Patrícia foi encontrada morta no apartamento dela, no bairro Igara, em Canoas. Nesta sexta-feira (29), o médico foi denunciado pelo Ministério Público.
Saudade e indignação
Primas e madrinhas de Edilene Silveira Sartori, Adê Valença, 50, e Ana Cristina Valença, 49, foram as responsáveis por instalar a placa com o nome dela. Além das saudades da familiar querida a quem viram nascer, elas relatam sentir revolta pela forma violenta como ela morreu:
— Penso nisso com uma tristeza, uma revolta muito grande, né? Porque a gente pensa: onde foi que a gente errou? O que a gente não enxergou? E nas vezes que a gente falou, por que a gente não insistiu? — questiona Adê.
Elas contam que jamais imaginariam que o namorado de Edilene pudesse ser capaz de fazer algo contra ela. Agora, elas pretendem ajudar a cuidar dos filhos que a prima deixou, de 8, 14 e 16 anos.
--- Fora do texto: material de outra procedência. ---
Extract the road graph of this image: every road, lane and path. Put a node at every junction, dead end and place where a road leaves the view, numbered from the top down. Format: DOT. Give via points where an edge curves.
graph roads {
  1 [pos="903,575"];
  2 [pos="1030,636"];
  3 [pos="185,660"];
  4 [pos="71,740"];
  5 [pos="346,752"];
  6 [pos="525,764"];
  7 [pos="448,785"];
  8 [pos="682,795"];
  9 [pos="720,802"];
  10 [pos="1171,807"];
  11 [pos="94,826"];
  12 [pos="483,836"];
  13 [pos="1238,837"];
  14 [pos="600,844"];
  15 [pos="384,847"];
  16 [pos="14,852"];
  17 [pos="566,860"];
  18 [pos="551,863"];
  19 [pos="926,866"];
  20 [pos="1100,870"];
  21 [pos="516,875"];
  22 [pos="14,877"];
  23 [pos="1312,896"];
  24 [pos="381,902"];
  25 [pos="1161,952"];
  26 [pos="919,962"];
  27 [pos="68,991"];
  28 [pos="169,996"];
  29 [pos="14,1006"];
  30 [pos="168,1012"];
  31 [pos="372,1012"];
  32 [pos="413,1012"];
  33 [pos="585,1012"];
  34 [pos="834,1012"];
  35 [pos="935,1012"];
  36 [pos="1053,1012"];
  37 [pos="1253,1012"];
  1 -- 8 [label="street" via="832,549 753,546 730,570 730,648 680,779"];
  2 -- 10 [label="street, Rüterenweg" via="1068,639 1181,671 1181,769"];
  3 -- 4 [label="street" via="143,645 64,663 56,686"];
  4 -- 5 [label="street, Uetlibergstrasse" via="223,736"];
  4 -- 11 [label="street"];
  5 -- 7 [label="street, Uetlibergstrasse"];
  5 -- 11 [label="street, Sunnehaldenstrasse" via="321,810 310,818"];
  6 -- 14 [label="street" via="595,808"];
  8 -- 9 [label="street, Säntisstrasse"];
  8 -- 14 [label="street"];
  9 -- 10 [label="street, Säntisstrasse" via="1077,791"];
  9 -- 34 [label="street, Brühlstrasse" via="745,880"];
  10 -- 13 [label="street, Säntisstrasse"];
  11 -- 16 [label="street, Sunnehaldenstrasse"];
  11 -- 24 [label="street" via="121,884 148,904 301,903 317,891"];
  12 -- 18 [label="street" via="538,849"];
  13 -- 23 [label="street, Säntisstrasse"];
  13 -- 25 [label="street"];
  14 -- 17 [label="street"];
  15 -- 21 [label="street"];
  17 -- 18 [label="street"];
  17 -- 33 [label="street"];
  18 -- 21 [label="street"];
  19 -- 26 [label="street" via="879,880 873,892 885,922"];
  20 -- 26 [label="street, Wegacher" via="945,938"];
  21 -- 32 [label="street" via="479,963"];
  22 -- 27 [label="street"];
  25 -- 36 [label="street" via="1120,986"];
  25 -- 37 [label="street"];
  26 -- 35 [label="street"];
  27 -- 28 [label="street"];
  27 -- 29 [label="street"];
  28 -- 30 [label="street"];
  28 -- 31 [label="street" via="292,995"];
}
Edilene foi encontrada morta e enterrada no pátio de casa em Canoas, no dia 4 de novembro, após ficar desaparecida por quatro dias. Ela foi assassinada com golpes de pesos de academia e mais de 15 facadas. O corpo foi encontrado enterrado no pátio de casa após amigas e o próprio suspeito registrarem uma ocorrência policial. O namorado dela, Edson Luiz de Jesus, 41, foi preso preventivamente.